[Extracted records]

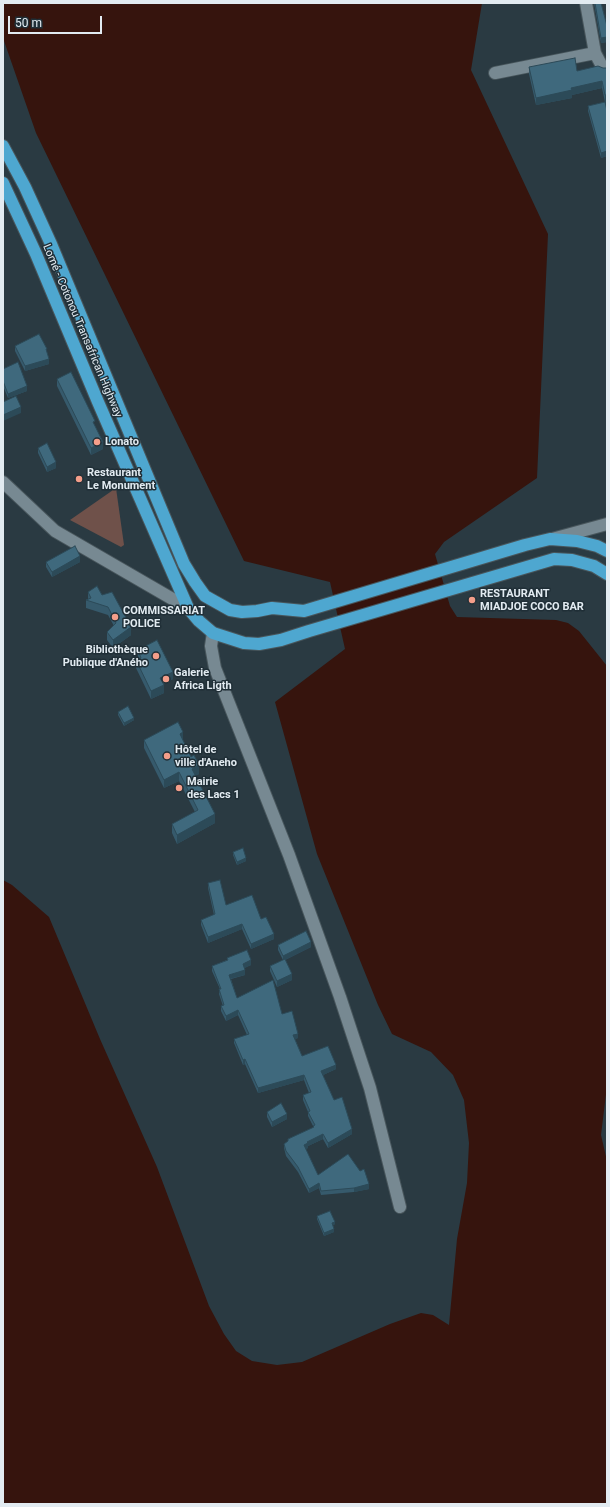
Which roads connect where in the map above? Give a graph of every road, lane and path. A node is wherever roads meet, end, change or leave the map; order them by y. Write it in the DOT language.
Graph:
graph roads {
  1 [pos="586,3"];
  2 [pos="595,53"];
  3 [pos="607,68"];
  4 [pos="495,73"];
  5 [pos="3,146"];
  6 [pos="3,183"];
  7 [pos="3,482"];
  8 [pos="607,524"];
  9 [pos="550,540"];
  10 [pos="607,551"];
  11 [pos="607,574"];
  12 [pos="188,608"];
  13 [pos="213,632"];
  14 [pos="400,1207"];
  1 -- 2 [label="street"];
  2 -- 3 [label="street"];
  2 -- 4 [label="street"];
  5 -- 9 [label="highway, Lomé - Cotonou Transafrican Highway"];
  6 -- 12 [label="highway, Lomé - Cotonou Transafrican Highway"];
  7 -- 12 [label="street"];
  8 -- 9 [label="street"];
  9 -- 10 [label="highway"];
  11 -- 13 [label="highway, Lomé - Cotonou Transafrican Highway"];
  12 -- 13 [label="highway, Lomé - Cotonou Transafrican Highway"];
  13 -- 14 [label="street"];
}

* * *

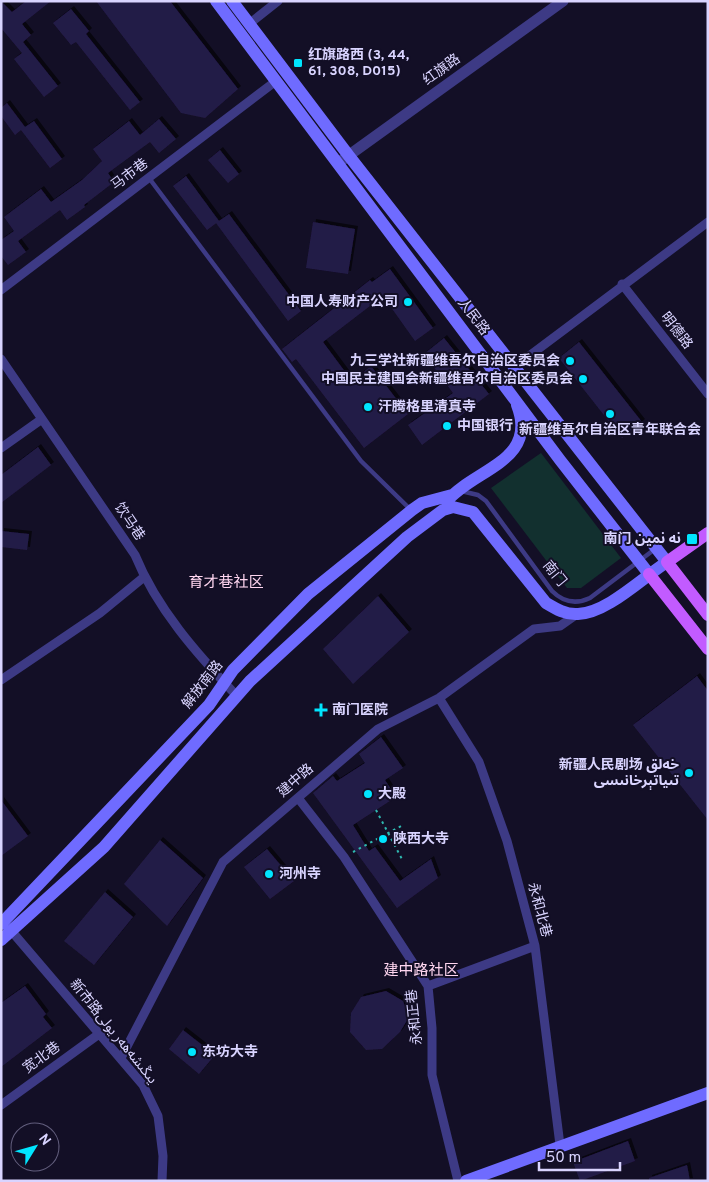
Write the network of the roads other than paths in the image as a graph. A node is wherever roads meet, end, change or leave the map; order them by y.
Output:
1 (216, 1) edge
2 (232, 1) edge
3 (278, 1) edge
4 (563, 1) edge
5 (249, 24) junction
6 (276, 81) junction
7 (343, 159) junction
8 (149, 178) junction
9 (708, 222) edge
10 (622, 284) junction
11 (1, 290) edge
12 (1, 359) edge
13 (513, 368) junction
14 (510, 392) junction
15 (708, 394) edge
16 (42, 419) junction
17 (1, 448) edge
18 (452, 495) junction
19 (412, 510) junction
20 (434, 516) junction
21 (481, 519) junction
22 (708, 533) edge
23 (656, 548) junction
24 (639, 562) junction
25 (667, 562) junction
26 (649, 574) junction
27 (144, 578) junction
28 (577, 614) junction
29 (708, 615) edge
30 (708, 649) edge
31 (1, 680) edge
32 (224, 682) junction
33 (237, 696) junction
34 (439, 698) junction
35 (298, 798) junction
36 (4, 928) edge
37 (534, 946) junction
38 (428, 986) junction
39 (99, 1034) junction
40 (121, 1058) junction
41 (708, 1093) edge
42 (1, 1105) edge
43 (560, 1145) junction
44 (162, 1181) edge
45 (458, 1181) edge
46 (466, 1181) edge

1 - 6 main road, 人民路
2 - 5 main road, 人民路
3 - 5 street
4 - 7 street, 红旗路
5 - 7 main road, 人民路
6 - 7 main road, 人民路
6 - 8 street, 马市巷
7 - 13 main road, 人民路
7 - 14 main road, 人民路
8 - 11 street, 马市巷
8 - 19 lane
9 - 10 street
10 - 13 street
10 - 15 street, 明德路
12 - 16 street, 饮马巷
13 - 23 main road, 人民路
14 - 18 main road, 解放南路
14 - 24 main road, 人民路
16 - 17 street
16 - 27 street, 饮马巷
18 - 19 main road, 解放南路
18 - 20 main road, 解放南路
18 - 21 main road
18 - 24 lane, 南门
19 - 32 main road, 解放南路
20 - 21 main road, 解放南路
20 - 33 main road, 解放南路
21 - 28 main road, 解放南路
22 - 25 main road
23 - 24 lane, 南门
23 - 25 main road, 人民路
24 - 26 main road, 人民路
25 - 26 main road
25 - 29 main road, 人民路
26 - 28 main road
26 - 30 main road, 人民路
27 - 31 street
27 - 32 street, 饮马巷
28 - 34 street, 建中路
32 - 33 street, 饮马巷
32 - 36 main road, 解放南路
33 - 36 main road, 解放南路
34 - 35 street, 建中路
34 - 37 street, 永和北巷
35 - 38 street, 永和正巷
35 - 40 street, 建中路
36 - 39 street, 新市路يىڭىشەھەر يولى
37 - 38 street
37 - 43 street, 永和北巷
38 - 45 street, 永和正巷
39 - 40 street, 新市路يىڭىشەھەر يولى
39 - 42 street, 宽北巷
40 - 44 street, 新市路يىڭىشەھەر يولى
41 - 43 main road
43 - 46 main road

YOUR OBJECTIVE:
Before answering, count every line of the records that contains "leave"; the answer is that number and nothing more.

ANSWER TO THIS PROBLEM:
2